The data: Begin

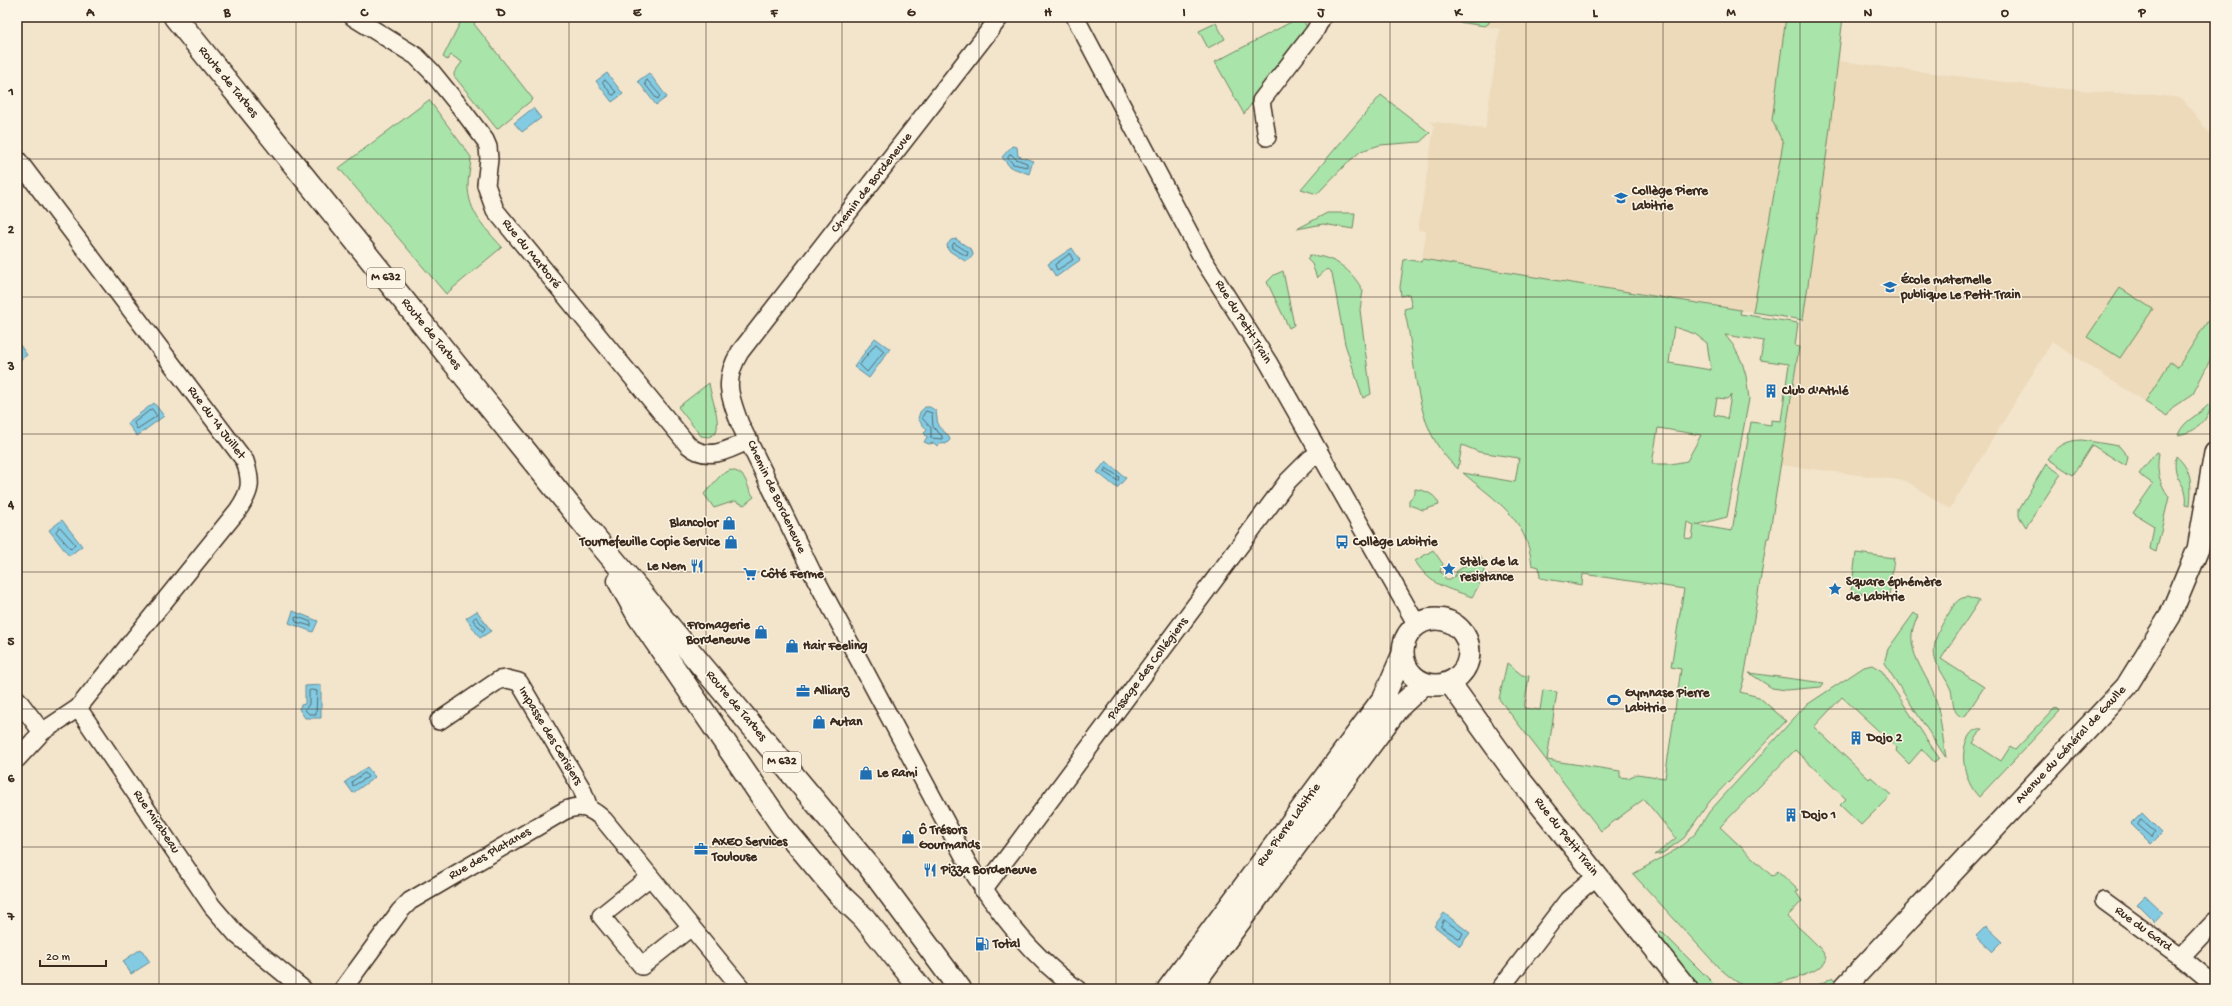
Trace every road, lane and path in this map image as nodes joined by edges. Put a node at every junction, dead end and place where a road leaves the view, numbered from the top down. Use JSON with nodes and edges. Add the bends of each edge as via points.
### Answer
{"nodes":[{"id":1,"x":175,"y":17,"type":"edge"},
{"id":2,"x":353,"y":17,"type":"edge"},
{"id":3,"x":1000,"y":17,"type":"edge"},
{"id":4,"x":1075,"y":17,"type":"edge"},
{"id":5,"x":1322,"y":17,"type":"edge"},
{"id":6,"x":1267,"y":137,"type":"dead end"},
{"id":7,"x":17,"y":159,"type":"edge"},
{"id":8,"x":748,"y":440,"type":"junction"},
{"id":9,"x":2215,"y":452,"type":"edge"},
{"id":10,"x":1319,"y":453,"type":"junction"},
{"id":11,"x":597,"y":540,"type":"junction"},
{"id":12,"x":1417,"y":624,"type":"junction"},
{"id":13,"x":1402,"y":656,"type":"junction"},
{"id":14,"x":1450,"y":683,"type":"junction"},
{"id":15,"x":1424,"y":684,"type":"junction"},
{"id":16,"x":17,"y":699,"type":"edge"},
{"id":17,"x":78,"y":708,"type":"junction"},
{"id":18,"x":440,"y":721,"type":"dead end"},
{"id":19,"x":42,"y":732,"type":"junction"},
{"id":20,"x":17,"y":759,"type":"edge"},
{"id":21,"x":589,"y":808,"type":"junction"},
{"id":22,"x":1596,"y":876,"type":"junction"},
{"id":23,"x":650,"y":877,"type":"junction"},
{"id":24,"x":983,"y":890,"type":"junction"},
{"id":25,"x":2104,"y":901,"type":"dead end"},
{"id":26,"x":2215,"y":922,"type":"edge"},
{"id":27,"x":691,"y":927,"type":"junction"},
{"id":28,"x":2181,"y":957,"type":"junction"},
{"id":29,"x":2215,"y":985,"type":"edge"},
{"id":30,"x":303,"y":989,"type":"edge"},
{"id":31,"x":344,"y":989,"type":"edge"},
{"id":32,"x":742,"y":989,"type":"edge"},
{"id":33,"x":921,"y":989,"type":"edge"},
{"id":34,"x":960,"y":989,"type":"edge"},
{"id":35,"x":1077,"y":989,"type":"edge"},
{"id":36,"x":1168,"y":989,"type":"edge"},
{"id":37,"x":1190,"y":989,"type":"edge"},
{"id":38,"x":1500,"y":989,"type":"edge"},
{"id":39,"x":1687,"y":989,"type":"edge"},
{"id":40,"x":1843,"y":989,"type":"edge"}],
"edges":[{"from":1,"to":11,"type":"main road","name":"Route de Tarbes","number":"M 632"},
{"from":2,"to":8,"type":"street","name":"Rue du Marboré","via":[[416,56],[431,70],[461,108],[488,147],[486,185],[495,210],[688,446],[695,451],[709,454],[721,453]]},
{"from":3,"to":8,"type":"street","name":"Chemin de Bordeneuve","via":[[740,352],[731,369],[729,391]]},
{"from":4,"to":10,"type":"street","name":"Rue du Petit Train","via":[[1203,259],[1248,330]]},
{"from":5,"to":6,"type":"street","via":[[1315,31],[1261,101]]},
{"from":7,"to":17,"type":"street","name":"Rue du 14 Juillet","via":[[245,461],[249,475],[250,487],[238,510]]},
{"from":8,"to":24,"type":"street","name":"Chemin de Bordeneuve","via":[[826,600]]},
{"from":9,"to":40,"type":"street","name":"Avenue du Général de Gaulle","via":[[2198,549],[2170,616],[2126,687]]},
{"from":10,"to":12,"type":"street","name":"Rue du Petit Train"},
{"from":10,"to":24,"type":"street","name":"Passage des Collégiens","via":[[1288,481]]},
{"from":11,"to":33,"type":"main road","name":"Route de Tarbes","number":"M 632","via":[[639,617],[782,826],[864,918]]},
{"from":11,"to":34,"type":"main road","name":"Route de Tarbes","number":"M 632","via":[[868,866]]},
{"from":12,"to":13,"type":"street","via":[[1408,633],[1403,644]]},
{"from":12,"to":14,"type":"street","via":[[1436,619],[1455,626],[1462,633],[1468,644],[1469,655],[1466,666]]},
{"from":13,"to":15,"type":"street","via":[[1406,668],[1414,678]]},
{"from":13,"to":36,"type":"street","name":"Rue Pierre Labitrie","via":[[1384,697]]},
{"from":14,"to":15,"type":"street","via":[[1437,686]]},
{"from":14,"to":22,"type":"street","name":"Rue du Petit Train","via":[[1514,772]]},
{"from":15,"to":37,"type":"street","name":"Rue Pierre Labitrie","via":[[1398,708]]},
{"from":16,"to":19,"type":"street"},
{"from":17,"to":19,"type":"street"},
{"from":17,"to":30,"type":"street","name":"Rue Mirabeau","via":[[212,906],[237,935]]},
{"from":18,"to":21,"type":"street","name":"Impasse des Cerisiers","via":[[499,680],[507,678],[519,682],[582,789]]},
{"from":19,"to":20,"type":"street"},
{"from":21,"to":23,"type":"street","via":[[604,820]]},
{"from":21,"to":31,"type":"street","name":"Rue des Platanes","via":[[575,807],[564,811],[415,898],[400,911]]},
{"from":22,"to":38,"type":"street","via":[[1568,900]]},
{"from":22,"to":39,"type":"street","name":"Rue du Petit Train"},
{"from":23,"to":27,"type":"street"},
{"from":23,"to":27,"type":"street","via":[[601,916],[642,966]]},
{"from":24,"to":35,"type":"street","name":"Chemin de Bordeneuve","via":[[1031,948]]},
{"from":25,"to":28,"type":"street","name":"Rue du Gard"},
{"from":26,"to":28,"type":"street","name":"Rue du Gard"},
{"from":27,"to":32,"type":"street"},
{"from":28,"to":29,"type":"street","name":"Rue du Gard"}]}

The data: End

**Task description**: Among the lines above, list those that contain the word "Chemin".

**Written answer**:
{"from":3,"to":8,"type":"street","name":"Chemin de Bordeneuve","via":[[740,352],[731,369],[729,391]]},
{"from":8,"to":24,"type":"street","name":"Chemin de Bordeneuve","via":[[826,600]]},
{"from":24,"to":35,"type":"street","name":"Chemin de Bordeneuve","via":[[1031,948]]},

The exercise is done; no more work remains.